Entonces apareció un hombre detrás de ella.

No la abrazó posesivamente.

Simplemente le ofreció una copa.

Clara sonrió al verlo de una manera que nunca había sonreído conmigo.

—Nathan, él es Daniel.

Entendí inmediatamente.

—¿Tu pareja?

Ella asintió.

Sentí que el suelo desaparecía bajo mis pies.

—¿Lo amas?

Clara me sostuvo la mirada.

—Sí.

La respuesta llegó sin vacilación.

Exactamente como yo debería haber respondido años atrás cuando alguien me preguntaba si amaba a mi prometida.


Meses después sufrí un problema cardíaco inesperado.

Cuando desperté en el hospital, Lucas estaba sentado junto a mí.

—Tuviste suerte.

Miré alrededor.

—¿Quién me operó?

Lucas guardó silencio.

Entonces lo comprendí.

—Clara.

Asintió.

Cerré los ojos.

La mujer que había abandonado frente al altar acababa de salvarme literalmente la vida.

Clara entró poco después con su bata médica.

—La intervención salió bien.
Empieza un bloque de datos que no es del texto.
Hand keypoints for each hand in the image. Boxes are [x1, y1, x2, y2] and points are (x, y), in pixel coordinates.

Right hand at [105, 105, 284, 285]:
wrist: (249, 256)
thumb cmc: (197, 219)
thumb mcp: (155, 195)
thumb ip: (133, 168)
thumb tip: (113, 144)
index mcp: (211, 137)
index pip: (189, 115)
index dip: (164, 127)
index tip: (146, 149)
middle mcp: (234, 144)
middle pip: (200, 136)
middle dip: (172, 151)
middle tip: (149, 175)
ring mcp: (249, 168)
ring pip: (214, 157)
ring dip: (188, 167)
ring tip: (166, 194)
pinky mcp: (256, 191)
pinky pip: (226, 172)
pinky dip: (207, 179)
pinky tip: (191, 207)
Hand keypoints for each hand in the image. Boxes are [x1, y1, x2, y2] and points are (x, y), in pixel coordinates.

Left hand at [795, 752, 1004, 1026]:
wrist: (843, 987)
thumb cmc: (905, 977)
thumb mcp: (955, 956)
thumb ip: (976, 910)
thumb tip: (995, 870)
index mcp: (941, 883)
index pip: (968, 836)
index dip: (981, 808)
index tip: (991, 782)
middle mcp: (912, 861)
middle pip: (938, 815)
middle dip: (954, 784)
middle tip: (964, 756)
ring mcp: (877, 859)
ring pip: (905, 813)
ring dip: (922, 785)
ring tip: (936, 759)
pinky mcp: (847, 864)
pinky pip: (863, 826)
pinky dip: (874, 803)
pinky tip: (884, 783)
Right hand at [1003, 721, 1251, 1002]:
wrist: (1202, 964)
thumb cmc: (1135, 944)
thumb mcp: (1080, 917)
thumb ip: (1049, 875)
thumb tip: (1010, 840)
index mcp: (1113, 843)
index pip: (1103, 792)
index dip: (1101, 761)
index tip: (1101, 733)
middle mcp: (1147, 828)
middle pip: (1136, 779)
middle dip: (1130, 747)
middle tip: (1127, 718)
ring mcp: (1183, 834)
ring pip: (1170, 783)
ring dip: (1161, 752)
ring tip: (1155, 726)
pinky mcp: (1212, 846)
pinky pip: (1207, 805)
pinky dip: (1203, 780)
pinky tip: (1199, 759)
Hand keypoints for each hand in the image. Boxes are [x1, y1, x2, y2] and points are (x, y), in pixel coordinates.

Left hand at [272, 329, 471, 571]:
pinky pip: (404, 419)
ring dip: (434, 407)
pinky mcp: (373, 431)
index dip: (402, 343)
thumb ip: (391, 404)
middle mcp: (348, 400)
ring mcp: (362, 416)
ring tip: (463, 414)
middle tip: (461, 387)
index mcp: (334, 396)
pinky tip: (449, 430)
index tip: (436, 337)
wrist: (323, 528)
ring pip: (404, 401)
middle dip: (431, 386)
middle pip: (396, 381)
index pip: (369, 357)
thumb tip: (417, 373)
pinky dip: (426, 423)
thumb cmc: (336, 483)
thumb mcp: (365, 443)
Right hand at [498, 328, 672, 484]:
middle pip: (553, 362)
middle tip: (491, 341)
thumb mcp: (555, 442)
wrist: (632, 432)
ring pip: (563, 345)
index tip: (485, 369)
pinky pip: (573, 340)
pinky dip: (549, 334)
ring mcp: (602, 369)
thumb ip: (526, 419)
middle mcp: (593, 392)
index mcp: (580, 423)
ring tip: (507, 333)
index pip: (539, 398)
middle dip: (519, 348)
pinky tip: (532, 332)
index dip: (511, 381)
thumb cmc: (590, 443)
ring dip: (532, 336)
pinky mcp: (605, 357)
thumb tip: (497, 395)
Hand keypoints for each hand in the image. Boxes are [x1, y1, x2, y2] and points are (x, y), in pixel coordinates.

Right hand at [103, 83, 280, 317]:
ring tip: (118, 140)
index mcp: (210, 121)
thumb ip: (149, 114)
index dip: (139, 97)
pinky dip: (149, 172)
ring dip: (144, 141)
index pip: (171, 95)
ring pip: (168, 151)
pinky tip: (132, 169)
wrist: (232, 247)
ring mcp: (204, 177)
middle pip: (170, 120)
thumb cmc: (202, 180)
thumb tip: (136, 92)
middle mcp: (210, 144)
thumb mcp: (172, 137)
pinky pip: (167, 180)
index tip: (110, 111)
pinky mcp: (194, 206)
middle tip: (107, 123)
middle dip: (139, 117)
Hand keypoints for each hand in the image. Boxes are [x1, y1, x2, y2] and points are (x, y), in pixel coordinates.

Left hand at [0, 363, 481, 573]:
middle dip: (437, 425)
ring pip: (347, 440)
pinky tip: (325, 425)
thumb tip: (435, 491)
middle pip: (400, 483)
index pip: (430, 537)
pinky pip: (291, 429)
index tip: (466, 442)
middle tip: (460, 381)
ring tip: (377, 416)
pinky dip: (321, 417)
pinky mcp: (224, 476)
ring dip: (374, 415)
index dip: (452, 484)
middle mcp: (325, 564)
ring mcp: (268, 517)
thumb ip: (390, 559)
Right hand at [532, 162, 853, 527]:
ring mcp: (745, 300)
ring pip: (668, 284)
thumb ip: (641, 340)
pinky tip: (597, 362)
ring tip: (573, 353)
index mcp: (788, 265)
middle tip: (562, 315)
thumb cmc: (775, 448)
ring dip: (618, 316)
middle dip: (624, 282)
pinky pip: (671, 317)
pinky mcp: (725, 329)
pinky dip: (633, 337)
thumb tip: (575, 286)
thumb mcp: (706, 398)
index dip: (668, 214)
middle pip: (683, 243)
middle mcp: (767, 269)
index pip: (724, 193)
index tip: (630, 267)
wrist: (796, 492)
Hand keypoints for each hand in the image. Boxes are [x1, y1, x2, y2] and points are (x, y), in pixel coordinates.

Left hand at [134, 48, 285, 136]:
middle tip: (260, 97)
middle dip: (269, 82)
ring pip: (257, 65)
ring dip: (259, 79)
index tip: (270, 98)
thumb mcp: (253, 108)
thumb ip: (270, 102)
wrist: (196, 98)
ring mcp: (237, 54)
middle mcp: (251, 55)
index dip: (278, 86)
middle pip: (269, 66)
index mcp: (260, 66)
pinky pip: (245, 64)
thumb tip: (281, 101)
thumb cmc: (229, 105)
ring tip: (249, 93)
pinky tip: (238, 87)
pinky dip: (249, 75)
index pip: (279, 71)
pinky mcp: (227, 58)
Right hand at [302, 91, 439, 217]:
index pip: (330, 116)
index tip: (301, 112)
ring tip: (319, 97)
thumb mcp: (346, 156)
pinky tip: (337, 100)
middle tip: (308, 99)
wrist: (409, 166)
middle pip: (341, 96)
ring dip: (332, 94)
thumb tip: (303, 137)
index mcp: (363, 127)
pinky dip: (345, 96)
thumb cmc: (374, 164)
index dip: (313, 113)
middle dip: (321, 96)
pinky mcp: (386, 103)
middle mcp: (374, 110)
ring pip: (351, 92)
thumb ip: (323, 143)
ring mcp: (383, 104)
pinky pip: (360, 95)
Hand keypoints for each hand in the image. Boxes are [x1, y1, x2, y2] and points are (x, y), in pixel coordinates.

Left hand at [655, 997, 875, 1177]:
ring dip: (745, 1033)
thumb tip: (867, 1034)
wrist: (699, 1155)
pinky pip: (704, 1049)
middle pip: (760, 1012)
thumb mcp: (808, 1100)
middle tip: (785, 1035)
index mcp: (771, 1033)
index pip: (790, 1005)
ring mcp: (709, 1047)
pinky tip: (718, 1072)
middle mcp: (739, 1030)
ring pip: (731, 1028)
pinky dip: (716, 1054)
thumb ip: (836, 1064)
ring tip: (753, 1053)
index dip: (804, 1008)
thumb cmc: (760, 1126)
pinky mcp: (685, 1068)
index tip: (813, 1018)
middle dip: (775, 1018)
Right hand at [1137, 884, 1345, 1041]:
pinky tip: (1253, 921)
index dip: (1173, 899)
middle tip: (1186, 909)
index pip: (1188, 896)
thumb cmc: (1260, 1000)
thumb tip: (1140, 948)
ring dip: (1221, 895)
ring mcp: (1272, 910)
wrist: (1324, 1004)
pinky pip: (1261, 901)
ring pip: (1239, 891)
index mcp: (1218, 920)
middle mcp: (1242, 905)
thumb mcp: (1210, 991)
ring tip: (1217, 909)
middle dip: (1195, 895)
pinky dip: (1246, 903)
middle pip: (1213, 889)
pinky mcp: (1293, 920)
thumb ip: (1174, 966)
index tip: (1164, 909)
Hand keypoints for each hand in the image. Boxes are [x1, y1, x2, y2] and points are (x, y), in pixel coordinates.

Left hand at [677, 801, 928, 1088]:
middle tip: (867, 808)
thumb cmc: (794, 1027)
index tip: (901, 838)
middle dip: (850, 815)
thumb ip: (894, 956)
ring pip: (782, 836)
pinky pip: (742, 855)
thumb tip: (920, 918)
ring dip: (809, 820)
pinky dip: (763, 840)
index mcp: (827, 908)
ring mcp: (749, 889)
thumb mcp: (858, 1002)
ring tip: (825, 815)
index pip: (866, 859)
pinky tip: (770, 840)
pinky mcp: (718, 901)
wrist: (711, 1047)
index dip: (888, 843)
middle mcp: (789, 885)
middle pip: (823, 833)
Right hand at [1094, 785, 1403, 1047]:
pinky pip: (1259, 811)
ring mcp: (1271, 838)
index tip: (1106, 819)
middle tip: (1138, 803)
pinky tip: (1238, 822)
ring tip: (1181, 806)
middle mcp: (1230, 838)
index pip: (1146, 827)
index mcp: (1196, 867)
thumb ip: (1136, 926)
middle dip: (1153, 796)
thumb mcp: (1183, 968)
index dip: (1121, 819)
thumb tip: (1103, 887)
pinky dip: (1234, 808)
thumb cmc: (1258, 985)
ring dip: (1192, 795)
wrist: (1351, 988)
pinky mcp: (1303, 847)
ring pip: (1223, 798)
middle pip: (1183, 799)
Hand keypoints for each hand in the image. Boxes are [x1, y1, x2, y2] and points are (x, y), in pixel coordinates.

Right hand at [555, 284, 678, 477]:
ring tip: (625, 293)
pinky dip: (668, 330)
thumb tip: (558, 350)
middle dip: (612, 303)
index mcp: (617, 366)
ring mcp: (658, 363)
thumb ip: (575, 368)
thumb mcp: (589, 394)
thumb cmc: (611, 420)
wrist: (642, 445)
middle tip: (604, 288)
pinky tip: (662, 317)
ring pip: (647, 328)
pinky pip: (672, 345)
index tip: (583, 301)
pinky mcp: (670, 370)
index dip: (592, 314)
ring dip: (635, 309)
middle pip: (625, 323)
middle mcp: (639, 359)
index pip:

Si sigues las indicaciones, tendrás una recuperación completa.

—Clara…

Se detuvo.

—Gracias.

—Es mi trabajo.

Aquellas tres palabras terminaron de romperme.

Para ella yo ya no era el hombre que amaba.

Era un paciente.

—¿Por qué me salvaste después de lo que hice?

Clara me miró serenamente.

—Porque que tú me rompieras el corazón no me convirtió en alguien cruel.

Luego caminó hacia la puerta.

—Clara.

Se volvió una última vez.

—Aquella mañana dijiste que querías que fuera feliz.

Tragué saliva.

—Sí.

Sonrió.

—Lo soy.

Y salió.

Me quedé mirando la puerta cerrada.

Entonces entendí finalmente mi castigo.

No había perdido a Clara porque eligiera a Valeria.

La había perdido porque, cuando todavía tenía su corazón entre las manos, lo traté como si siempre pudiera recuperarlo.

Clara me salvó la vida.

Pero ya no era responsable de salvarme de la vida que yo mismo había elegido.